Die Diskussion um die Wehrpflicht ist kein isoliertes Phänomen, sondern reiht sich in einen autoritären politischen Kurs ein, der sich in Krisenzeiten verstärkt. Während soziale Absicherungssysteme ausgehöhlt werden, Wohnraum unbezahlbar wird und rechte Netzwerke in Polizei und Militär weiter wuchern, setzen Politik und Militär auf eine Lösung: mehr Kontrolle, mehr Aufrüstung, mehr Militarisierung.
Die Rückkehr der Wehrpflicht würde bedeuten, dass junge Menschen wieder zwangsweise in staatliche Strukturen eingebunden werden, die sich zunehmend nationalistisch und aggressiv positionieren. Wer sich dagegen wehrt, riskiert Sanktionen. Wer sich für pazifistische Alternativen ausspricht, wird als „naiv“ abgestempelt.
Doch anstatt junge Menschen in Uniformen zu stecken, sollte eine ernsthafte Debatte darüber geführt werden, wie eine friedliche und soziale Gesellschaft in Zeiten multipler Krisen aussehen kann. Investitionen in Bildung, Klimaschutz, Gesundheitsversorgung und soziale Sicherheit wären nachhaltigere Maßnahmen als die Vorbereitung auf den nächsten Krieg.

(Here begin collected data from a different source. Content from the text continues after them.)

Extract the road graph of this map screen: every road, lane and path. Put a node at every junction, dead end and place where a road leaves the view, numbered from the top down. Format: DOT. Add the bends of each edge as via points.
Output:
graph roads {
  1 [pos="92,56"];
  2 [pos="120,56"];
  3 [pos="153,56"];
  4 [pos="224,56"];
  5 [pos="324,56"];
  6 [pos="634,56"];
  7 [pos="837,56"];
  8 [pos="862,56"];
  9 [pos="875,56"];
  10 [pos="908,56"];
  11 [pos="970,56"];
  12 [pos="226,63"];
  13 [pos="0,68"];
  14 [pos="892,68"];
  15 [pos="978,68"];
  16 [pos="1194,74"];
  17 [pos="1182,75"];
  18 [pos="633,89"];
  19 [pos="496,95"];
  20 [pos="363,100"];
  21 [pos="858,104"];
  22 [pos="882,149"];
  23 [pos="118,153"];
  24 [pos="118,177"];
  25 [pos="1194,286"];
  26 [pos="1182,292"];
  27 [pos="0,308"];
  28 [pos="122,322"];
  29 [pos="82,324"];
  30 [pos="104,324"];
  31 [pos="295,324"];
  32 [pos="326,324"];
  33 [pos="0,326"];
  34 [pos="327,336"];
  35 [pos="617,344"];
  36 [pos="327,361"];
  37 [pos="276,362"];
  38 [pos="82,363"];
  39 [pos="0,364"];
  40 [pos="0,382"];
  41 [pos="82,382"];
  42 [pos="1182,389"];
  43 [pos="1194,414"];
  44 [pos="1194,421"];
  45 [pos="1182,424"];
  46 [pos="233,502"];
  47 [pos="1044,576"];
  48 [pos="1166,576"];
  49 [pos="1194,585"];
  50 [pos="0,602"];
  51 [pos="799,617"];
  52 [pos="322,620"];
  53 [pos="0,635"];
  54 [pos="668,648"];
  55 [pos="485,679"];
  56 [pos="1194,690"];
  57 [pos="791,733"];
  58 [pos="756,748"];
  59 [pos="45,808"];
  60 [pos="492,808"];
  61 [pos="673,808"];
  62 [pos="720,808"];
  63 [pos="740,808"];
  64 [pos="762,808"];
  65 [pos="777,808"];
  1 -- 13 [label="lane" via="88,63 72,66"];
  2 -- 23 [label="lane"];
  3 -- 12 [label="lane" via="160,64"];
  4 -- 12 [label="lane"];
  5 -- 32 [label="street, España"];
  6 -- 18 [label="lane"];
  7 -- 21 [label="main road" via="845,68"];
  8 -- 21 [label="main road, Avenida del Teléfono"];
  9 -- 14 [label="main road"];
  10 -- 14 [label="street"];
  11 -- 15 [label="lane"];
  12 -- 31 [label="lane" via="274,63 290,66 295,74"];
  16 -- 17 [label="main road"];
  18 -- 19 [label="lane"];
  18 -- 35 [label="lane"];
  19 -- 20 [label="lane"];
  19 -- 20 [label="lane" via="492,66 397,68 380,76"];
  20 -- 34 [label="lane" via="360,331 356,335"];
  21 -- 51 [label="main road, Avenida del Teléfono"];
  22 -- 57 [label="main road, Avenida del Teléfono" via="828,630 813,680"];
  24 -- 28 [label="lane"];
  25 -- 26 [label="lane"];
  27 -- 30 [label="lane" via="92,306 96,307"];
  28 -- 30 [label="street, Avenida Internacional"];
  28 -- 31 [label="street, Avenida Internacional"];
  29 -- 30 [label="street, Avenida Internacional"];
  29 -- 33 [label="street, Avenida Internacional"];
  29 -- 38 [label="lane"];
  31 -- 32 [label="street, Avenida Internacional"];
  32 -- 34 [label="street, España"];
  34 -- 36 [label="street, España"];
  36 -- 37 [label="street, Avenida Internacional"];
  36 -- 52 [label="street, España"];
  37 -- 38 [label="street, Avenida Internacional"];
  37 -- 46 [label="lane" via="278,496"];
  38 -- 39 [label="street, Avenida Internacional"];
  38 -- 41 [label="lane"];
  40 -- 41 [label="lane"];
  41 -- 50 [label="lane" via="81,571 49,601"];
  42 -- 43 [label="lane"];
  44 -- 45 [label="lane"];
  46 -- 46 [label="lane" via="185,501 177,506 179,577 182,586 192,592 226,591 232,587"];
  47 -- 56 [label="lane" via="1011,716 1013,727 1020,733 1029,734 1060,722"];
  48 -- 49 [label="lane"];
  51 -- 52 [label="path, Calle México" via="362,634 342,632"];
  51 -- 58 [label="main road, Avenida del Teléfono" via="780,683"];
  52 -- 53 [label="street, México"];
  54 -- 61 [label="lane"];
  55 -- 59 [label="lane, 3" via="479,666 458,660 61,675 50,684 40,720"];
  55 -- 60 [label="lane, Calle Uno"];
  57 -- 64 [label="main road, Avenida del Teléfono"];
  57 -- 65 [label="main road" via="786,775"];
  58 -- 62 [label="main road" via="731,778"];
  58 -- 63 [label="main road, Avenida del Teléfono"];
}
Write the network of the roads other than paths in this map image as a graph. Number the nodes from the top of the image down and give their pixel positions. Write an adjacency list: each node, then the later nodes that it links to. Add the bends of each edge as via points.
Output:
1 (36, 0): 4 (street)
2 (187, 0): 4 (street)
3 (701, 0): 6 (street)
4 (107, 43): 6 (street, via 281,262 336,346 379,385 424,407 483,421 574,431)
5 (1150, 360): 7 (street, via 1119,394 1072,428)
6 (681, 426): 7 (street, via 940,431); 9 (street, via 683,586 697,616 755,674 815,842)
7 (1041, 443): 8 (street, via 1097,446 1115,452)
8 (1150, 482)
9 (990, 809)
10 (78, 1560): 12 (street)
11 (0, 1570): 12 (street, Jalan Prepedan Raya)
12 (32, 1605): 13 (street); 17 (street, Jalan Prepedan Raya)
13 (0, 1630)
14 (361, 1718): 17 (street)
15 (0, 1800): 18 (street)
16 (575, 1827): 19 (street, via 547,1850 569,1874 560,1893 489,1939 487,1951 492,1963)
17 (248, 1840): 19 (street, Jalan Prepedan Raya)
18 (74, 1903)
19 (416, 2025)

Die Militarisierung Europas ist in vollem Gange, und Deutschland spielt dabei eine zentrale Rolle. Die Wiedereinführung der Wehrpflicht – ob freiwillig oder verpflichtend – ist Teil dieser Strategie. Doch es gibt Widerstand: Friedensbewegungen, Antimilitaristinnen und linke Aktivistinnen kämpfen gegen den Ausbau der Bundeswehr und setzen sich für eine Welt ohne Zwang und Krieg ein.
Die Frage ist nicht, ob Deutschland wieder eine Wehrpflicht braucht. Die Frage ist, wie wir verhindern, dass Militarisierung als alternativlos dargestellt wird. Eine Gesellschaft, die Sicherheit durch Aufrüstung definiert, schafft keine Sicherheit – sie bereitet sich auf den nächsten Krieg vor.